*Collection entries*.

------------------------------------------------

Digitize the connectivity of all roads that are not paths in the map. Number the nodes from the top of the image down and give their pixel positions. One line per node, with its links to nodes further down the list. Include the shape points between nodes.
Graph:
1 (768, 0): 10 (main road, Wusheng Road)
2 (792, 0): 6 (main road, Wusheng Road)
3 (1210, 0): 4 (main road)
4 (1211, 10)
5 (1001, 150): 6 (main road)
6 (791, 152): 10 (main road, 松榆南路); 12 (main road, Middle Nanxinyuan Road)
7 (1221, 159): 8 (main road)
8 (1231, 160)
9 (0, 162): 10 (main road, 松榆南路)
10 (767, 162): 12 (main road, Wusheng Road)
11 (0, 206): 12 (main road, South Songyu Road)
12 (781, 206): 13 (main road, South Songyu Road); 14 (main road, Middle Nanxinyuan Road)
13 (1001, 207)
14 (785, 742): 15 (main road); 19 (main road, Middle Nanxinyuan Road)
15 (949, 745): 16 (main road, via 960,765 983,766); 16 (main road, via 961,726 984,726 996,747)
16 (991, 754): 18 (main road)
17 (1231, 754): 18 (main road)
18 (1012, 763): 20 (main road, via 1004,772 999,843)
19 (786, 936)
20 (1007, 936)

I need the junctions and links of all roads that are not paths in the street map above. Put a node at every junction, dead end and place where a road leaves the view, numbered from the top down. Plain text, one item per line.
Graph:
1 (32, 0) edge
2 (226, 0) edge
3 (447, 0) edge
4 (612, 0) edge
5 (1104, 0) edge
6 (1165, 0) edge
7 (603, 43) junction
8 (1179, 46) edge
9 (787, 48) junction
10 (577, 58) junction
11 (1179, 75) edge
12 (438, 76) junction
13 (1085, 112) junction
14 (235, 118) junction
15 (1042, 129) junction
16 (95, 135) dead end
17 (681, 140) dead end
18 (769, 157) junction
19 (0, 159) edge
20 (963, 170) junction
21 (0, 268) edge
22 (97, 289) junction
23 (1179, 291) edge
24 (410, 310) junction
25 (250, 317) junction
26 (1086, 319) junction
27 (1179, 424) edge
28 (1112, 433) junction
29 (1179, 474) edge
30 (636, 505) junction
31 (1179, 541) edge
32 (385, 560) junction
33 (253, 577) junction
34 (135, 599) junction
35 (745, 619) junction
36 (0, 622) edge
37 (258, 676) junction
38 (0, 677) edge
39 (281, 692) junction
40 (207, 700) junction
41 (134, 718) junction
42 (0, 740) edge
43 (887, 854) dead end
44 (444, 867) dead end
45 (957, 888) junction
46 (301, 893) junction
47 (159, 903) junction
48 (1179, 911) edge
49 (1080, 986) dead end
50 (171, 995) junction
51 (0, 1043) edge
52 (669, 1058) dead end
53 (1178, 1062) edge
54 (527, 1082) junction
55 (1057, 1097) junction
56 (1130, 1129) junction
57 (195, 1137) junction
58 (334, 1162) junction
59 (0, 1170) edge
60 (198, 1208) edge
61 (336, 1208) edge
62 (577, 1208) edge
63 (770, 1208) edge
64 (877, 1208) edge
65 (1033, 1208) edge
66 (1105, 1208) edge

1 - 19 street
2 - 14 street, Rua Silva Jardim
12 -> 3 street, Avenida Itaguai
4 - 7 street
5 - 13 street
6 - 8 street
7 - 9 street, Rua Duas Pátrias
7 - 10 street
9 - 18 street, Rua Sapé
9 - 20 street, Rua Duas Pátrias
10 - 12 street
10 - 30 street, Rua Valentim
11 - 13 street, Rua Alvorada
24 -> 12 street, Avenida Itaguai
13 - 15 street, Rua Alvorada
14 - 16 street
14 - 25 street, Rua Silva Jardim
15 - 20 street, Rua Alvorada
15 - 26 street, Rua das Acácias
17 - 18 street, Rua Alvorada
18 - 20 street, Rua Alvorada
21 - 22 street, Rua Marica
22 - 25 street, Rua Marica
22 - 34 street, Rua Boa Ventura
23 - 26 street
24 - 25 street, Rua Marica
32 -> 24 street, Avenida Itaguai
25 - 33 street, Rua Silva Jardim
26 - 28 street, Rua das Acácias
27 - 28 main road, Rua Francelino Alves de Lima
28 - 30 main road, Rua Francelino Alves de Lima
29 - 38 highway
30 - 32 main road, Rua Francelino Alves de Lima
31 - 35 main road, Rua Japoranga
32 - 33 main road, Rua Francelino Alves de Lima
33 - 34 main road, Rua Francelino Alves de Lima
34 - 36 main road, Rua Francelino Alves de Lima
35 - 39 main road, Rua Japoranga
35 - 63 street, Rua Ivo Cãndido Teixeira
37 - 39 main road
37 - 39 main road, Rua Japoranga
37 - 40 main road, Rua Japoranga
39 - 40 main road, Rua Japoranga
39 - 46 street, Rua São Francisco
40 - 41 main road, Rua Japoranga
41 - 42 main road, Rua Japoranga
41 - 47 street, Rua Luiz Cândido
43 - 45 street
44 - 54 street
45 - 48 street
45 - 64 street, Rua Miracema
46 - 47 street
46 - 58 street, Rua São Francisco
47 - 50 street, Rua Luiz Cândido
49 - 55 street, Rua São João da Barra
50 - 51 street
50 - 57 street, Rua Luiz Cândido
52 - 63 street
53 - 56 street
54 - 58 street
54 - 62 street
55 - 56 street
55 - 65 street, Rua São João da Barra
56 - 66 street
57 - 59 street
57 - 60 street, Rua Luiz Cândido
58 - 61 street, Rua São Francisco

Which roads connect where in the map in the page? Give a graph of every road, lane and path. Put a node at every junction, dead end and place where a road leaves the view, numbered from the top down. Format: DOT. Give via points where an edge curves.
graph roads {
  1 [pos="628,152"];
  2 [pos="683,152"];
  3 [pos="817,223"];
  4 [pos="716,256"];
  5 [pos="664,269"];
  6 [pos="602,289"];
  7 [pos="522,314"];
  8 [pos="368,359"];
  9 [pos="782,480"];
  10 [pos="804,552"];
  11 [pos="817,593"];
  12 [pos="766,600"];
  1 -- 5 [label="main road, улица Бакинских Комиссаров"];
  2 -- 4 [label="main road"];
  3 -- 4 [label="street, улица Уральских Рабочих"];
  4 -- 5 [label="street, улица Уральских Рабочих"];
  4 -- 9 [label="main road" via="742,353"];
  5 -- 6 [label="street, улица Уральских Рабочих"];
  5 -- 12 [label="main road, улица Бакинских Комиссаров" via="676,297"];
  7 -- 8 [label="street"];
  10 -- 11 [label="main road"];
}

------------------------------------------------

*Work request*. Across the entries above, find the lines with the string "Francelino" and copy them.

*Output for this exercise*.
27 - 28 main road, Rua Francelino Alves de Lima
28 - 30 main road, Rua Francelino Alves de Lima
30 - 32 main road, Rua Francelino Alves de Lima
32 - 33 main road, Rua Francelino Alves de Lima
33 - 34 main road, Rua Francelino Alves de Lima
34 - 36 main road, Rua Francelino Alves de Lima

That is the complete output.